Drei Generationen Fleischerei Heinrich Hommen: Heinrich I. 1853-1916, Heinrich II. 1897-1933, Heinrich III. 1917-1984
Das Haus mit Grundstück erwarben dann im Jahr 1916 der Brachter Fleischer Heinrich Hommen und seine Frau Adelgunde Hügen. Es handelte sich um ein eingeschossiges Gebäude mit steilem Dach, das erheblich umgebaut und erweitert wurde. Es diente bis 1953 als Wohnhaus. Erst dann realisierte der dritte Heinrich mit seiner Frau Gertrud den Umbau zu einer Fleischerei und Metzgerei. Der Beruf des Fleischers wurde in der Familie Hommen seit 1886 drei Generationen lang ausgeübt. Alle Metzgereien befanden sich auf der Königstraße.
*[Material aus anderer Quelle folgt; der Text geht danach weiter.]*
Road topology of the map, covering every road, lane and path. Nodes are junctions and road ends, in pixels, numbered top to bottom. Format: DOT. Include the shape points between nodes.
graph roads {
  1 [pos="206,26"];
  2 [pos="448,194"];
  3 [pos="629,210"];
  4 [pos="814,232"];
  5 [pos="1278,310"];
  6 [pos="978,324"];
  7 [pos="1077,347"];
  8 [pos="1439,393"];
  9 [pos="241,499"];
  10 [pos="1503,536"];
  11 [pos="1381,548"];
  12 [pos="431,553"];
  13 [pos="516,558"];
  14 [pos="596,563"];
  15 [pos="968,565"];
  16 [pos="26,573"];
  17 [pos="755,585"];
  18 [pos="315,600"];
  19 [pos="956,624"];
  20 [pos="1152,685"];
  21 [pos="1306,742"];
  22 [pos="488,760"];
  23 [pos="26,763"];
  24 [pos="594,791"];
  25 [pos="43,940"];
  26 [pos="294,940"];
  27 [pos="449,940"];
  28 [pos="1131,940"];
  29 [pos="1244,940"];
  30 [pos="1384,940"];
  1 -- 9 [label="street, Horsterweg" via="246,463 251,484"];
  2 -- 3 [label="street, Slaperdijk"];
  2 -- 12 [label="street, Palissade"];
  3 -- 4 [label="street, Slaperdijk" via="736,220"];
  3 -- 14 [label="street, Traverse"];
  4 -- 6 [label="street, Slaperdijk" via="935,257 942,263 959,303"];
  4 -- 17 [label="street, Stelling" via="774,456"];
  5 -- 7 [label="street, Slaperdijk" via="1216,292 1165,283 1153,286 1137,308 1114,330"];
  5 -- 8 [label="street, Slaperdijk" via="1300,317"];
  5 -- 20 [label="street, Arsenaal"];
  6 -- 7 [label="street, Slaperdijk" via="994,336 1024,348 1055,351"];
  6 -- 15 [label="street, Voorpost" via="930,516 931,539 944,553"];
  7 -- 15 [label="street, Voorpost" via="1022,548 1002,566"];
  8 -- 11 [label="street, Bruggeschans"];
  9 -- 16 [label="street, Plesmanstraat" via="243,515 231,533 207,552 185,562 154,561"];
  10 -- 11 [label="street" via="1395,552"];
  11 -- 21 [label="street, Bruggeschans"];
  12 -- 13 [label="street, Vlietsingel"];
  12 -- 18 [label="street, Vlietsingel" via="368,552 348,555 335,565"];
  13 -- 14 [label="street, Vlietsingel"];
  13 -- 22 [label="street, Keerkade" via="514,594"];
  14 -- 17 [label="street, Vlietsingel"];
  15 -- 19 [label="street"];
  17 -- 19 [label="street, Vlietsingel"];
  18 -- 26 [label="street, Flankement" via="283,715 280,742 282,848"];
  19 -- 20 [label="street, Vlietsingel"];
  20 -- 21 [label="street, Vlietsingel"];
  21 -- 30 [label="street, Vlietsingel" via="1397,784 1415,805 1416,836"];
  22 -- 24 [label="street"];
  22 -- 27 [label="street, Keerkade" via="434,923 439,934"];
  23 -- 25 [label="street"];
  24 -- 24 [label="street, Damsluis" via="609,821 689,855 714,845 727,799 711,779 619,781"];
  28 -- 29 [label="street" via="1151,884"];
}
Abbildung 1: Gertrud Hommen in der Metzgerei zwischen 1953 und 1962
Von 1948 bis 1953 arbeiteten in Bracht bereits acht Metzgereien als familiengeführte Betriebe. Kapitaldeckung und Erträge variierten stark über die Jahrzehnte. Eine Metzgerei konnte in guten Geschäftsjahren bis zu 12.000 DM (Deutsche Mark, Zahlungsmittel der BRD seit der Währungsreform 21. Juni 1948 bis 01. Januar 2002) erwirtschaften. Meist blieben die Erträge aller Brachter Metzgereien aber weit darunter. An die Brachter Metzgereien erinnert auch die Brachter Hausgeschichte Die Fellischs in der Marktstraße. Während dieser Jahre boomten über 50 kleine Familienbetriebe in der Brachter Ortsmitte. Nur eins hat den Strukturwandel überlebt. In dem Heimatfilm Bracht aus dem Jahr 1957, der von den Brachter Heimatfreunden und Willy Hauser in einem unveröffentlichten Manuskript aufgearbeitet wurde, wird dieses rege Geschäftsleben dokumentiert. Schon 1963 lohnte es sich für Heinrich Hommen, die Metzgerei zu modernisieren und ein Lebensmittelsortiment zu ergänzen. Im Ladengeschäft arbeiteten seine Frau Gertrud und die Töchter Elfriede und Adele. 1982 erfolgte ein weiterer Umbau, nachdem der Bäckermeister Hans Leven die Tochter Adele geheiratet hatte. Die Familie Leven war bereits 1823 in Bracht nachgewiesen. Generationenlang übten die männlichen Mitglieder den Beruf des Maurers aus. Hans Leven war der erste Bäcker. An Silvester 1982 schlachtete Heinrich Hommen zum letztenmal. Ein moderner Stahlbackofen hielt Einzug im rückwärtigen Wirtschaftstrakt. Hinzu kamen die Maschinen, die Teig kneteten, Teigstücke zu Brötchen formten und Cremes anrührten.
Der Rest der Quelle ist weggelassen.